Jesus summoned the Twelve and began to send them out two by two and gave them authority over unclean spirits. He instructed them to take nothing for the journey but a walking stick— no food, no sack, no money in their belts. They were, however, to wear sandals but not a second tunic. He said to them, “Wherever you enter a house, stay there until you leave. Whatever place does not welcome you or listen to you, leave there and shake the dust off your feet in testimony against them.” So they went off and preached repentance. The Twelve drove out many demons, and they anointed with oil many who were sick and cured them.
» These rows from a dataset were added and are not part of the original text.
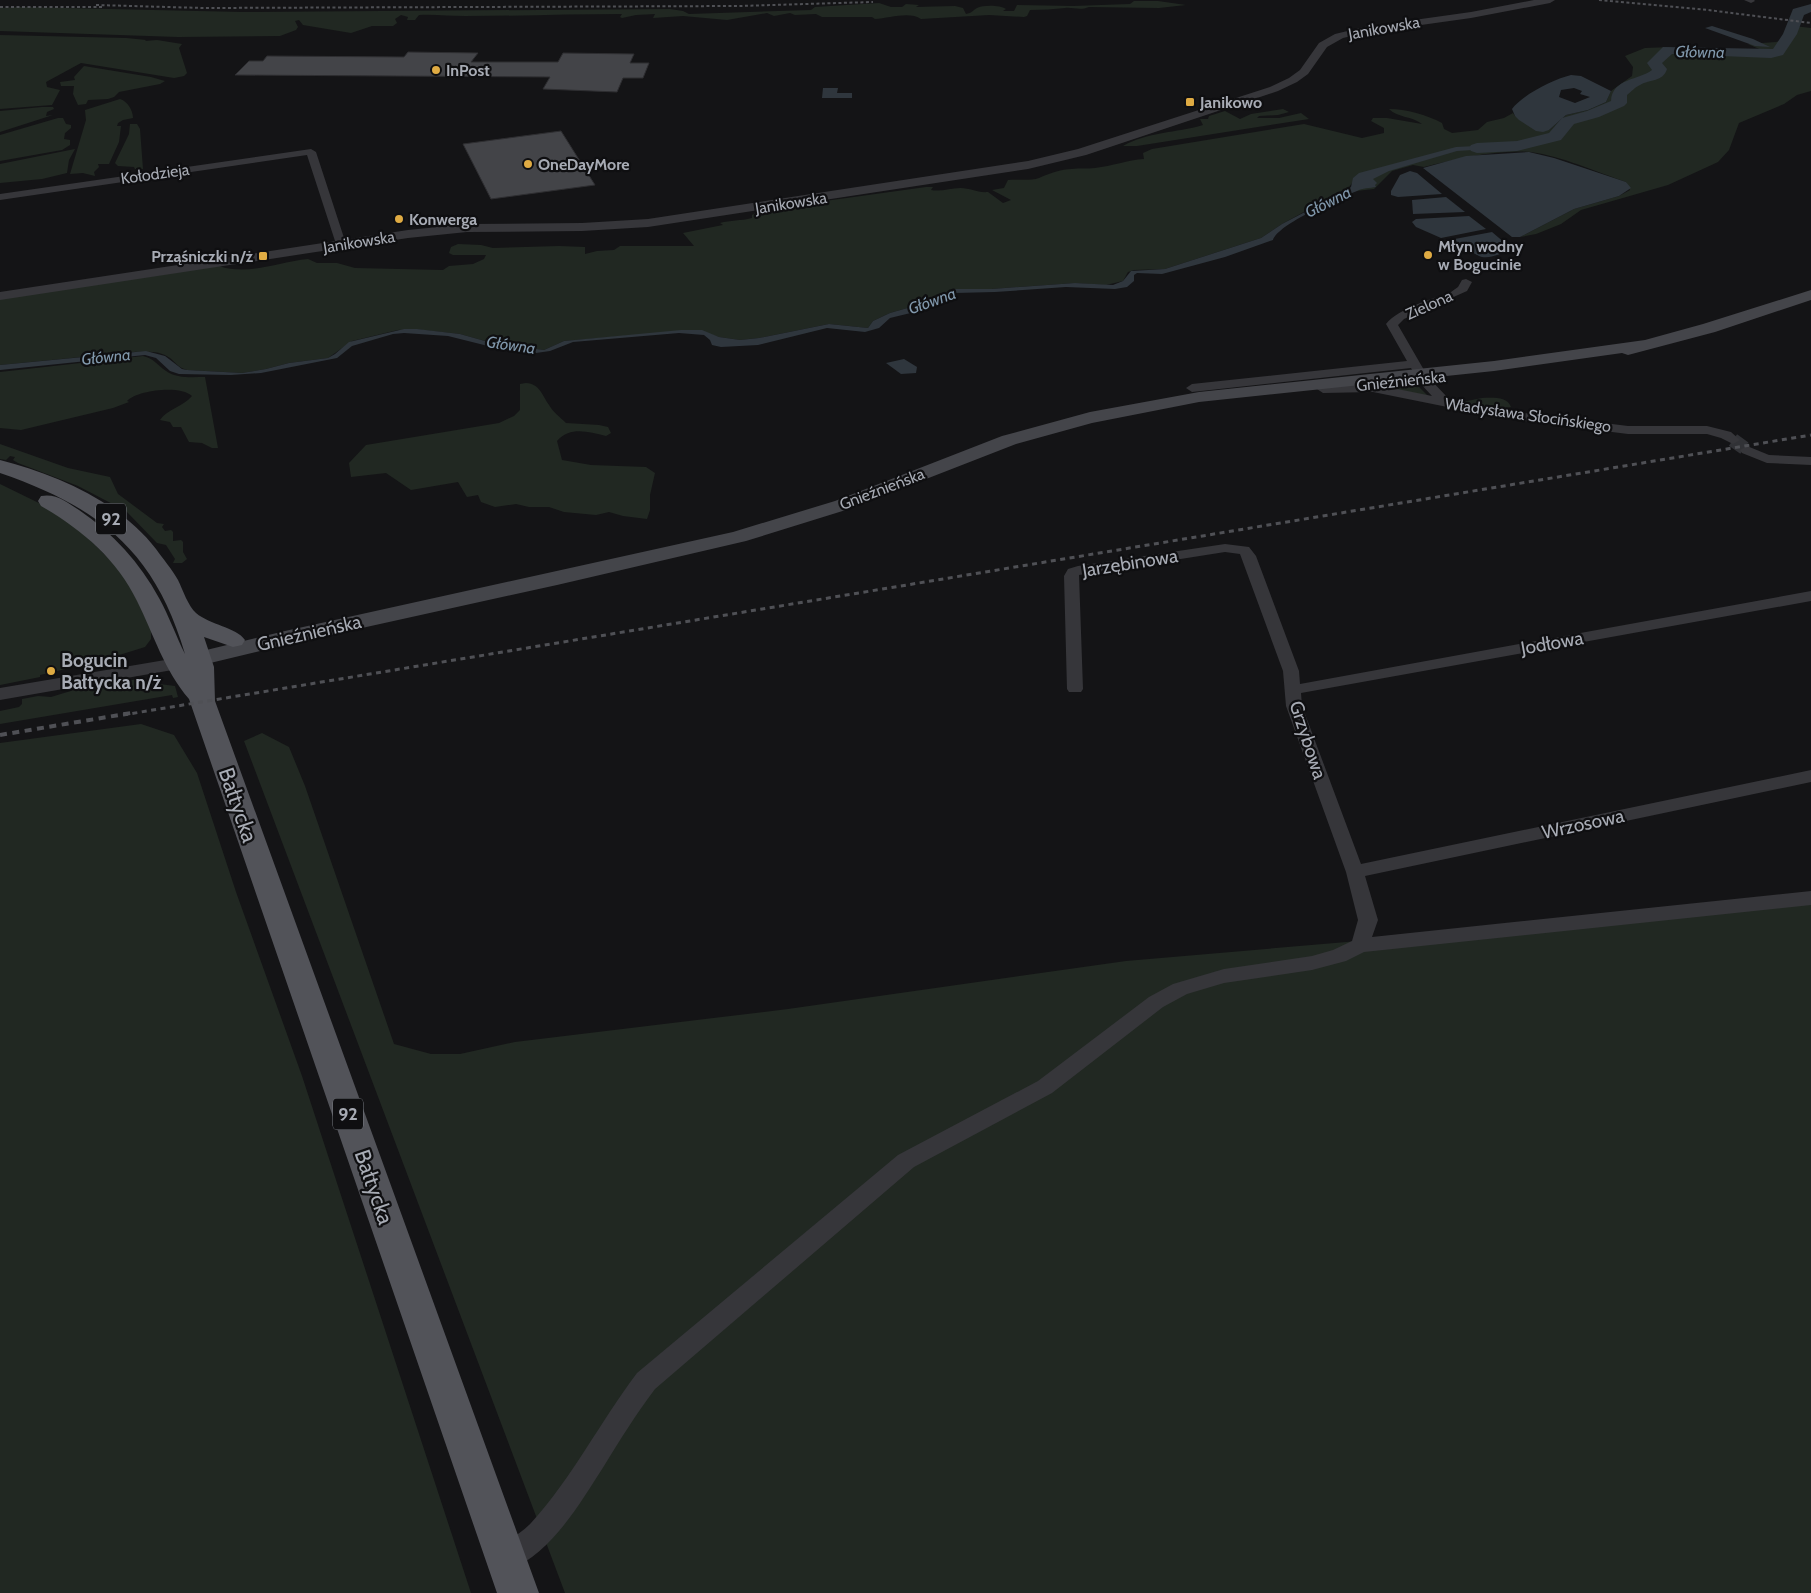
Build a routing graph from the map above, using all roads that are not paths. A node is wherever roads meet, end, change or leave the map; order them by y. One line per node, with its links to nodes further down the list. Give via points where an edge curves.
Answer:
1 (1546, 1): 3 (street, Janikowska, via 1345,34 1323,45 1304,72 1279,86 1101,146 1028,166 648,223 467,228)
2 (0, 197): 3 (street, Kołodzieja, via 311,152)
3 (341, 244): 6 (street, Janikowska)
4 (1466, 282): 7 (street, Zielona, via 1463,289 1455,294 1407,314 1392,324)
5 (1811, 295): 7 (main road, Gnieźnieńska, via 1620,353 1579,361)
6 (0, 296)
7 (1419, 372): 8 (street); 9 (main road, Gnieźnieńska); 10 (street); 11 (main road, Gnieźnieńska, via 1233,392)
8 (1192, 388)
9 (1323, 388): 10 (street, Władysława Słocińskiego, via 1373,388); 11 (main road, Gnieźnieńska)
10 (1445, 403): 12 (street, Władysława Słocińskiego, via 1602,427 1717,432)
11 (1157, 405): 18 (main road, Gnieźnieńska, via 1090,418 1009,440 842,505 771,528)
12 (1733, 440)
13 (1748, 450): 14 (street, via 1767,459)
14 (1811, 462)
15 (0, 466): 20 (main road, Bałtycka / 92, via 59,488 122,527 156,563)
16 (0, 478): 22 (main road, Bałtycka / 92, via 55,504 113,549 142,587)
17 (1244, 550): 23 (street, Jarzębinowa, via 1225,548 1073,572); 24 (street, Grzybowa, via 1291,671)
18 (604, 568): 21 (main road, Gnieźnieńska, via 506,583); 22 (main road, Gnieźnieńska, via 285,638)
19 (1811, 596): 24 (street, Jodłowa)
20 (186, 616): 21 (main road, via 200,627); 22 (main road, Bałtycka / 92)
21 (233, 640): 22 (main road, Gnieźnieńska)
22 (189, 664): 25 (street, Gnieźnieńska); 30 (main road, Bałtycka / 92)
23 (1075, 688)
24 (1293, 690): 27 (street, Grzybowa, via 1294,706)
25 (6, 693)
26 (1811, 776): 27 (street, Wrzosowa)
27 (1355, 872): 29 (street, Grzybowa, via 1368,920)
28 (1811, 898): 29 (street)
29 (1363, 938): 30 (street, via 1339,956 1224,976 1180,989 1156,1002 1045,1087 906,1161 646,1381 563,1507 536,1537)
30 (512, 1576)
Mark 6:7-13
This Gospel reading makes me picture an air conditioning sales team (look y’all, it’s hot out there - the brain goes where it wants). I can picture them in their bright blue polo shirts gathered together in the office before taking off to go house to house. The boss sits down the sales teams and splits them up in groups of two, for the sake of safety and accountability. He reviews the quota and possible prizes for best sales team. He creates a format for how the conversations should go. ‘Begin with a firm handshake and genuine smile. Ask how their air conditioning is doing. Move the conversation into how much they are paying per month for air conditioning and see if you can get them to crack. After that, present these 3 points…’ The teams practice on each other before moving out into the neighborhood.
And then I picture Jesus’ teams of two and his speech to his apostles before leaving. And suddenly there is a glaring difference. Jesus didn’t talk about their conversations or what theology they need to sell to the people. He focused on the lifestyle of those he was sending out. He focused on what they would wear, how many possessions they should have…
Jesus asks his apostles to let go of their securities, their homes, possessions, clothing, money. They are going to need to trust Jesus fully. They must trade in security for simplicity, and in return, they are gifted the power of the Holy Spirit to cure the sick and drive out evil spirits. In two words, Jesus’ message to his apostles before sending them out is: travel light.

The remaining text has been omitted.